- **EXERCISE DESCRIPTION**
Exactly how many lines in this data contain the word "LORENZO"? Only the number should be given.

- **MATERIAL SHOWN**
_ _ _ _ _
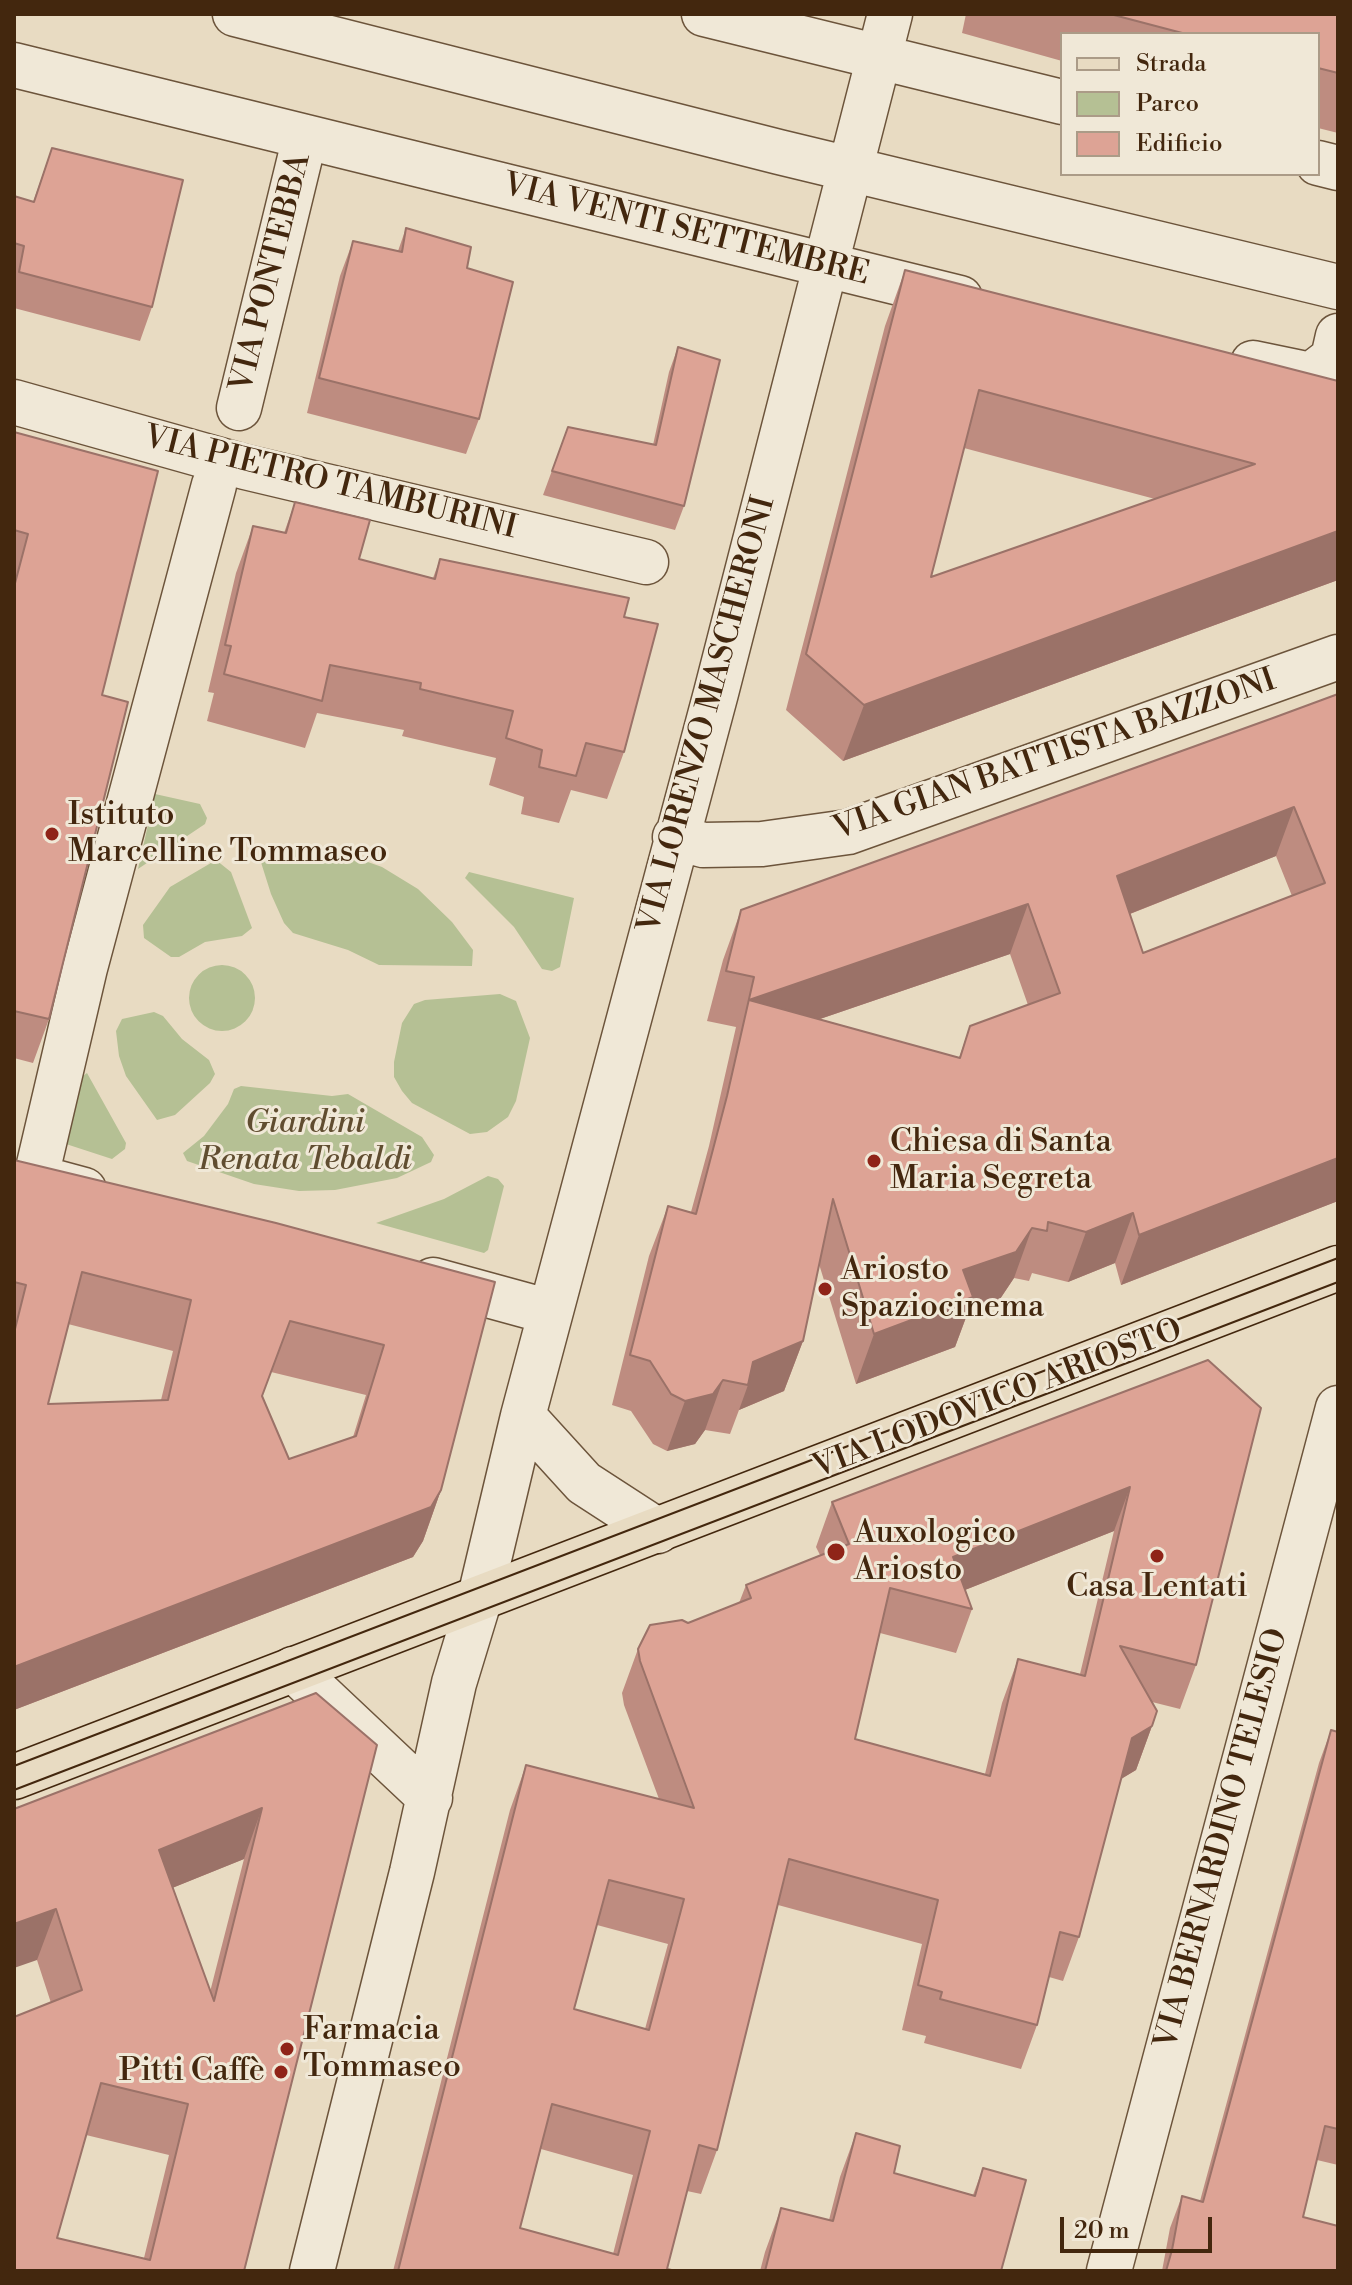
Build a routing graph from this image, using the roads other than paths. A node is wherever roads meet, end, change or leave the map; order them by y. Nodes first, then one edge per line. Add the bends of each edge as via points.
1 (235, 14) edge
2 (704, 14) edge
3 (890, 14) edge
4 (880, 59) junction
5 (14, 65) edge
6 (1060, 102) edge
7 (305, 137) junction
8 (851, 169) junction
9 (825, 265) junction
10 (1336, 279) edge
11 (1000, 307) edge
12 (1338, 336) edge
13 (1217, 355) edge
14 (14, 402) edge
15 (239, 408) dead end
16 (214, 485) dead end
17 (646, 562) dead end
18 (1338, 657) edge
19 (675, 837) junction
20 (29, 1142) edge
21 (119, 1199) edge
22 (1338, 1268) edge
23 (390, 1269) edge
24 (550, 1312) junction
25 (1338, 1408) edge
26 (523, 1416) junction
27 (658, 1531) junction
28 (479, 1601) junction
29 (293, 1669) junction
30 (14, 1777) edge
31 (430, 1798) junction
32 (312, 2271) edge
33 (1109, 2271) edge

1 - 8 street
2 - 4 street
3 - 4 street, VIA LORENZO MASCHERONI
4 - 6 street
4 - 8 street, VIA LORENZO MASCHERONI
5 - 7 street, VIA VENTI SETTEMBRE
7 - 9 street, VIA VENTI SETTEMBRE
7 - 15 street, VIA PONTEBBA
8 - 9 street, VIA LORENZO MASCHERONI
8 - 10 street
9 - 11 street, VIA VENTI SETTEMBRE
9 - 19 street, VIA LORENZO MASCHERONI
12 - 13 street via 1333,358 1311,375
14 - 17 street, VIA PIETRO TAMBURINI via 245,467
16 - 20 street via 85,968
18 - 19 street, VIA GIAN BATTISTA BAZZONI via 848,832 762,844 703,845
19 - 24 street, VIA LORENZO MASCHERONI
20 - 21 street via 36,1177
22 - 27 main road, VIA LODOVICO ARIOSTO
23 - 24 street
24 - 26 street, VIA LORENZO MASCHERONI
25 - 33 street, VIA BERNARDINO TELESIO
26 - 27 street via 584,1483
26 - 28 street, VIA LORENZO MASCHERONI
27 - 28 main road, VIA LODOVICO ARIOSTO
28 - 29 main road, VIA LODOVICO ARIOSTO
28 - 31 street, VIA LORENZO MASCHERONI via 454,1683
29 - 30 main road
29 - 31 street
31 - 32 street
_ _ _ _ _
- **TASK RESULT**
8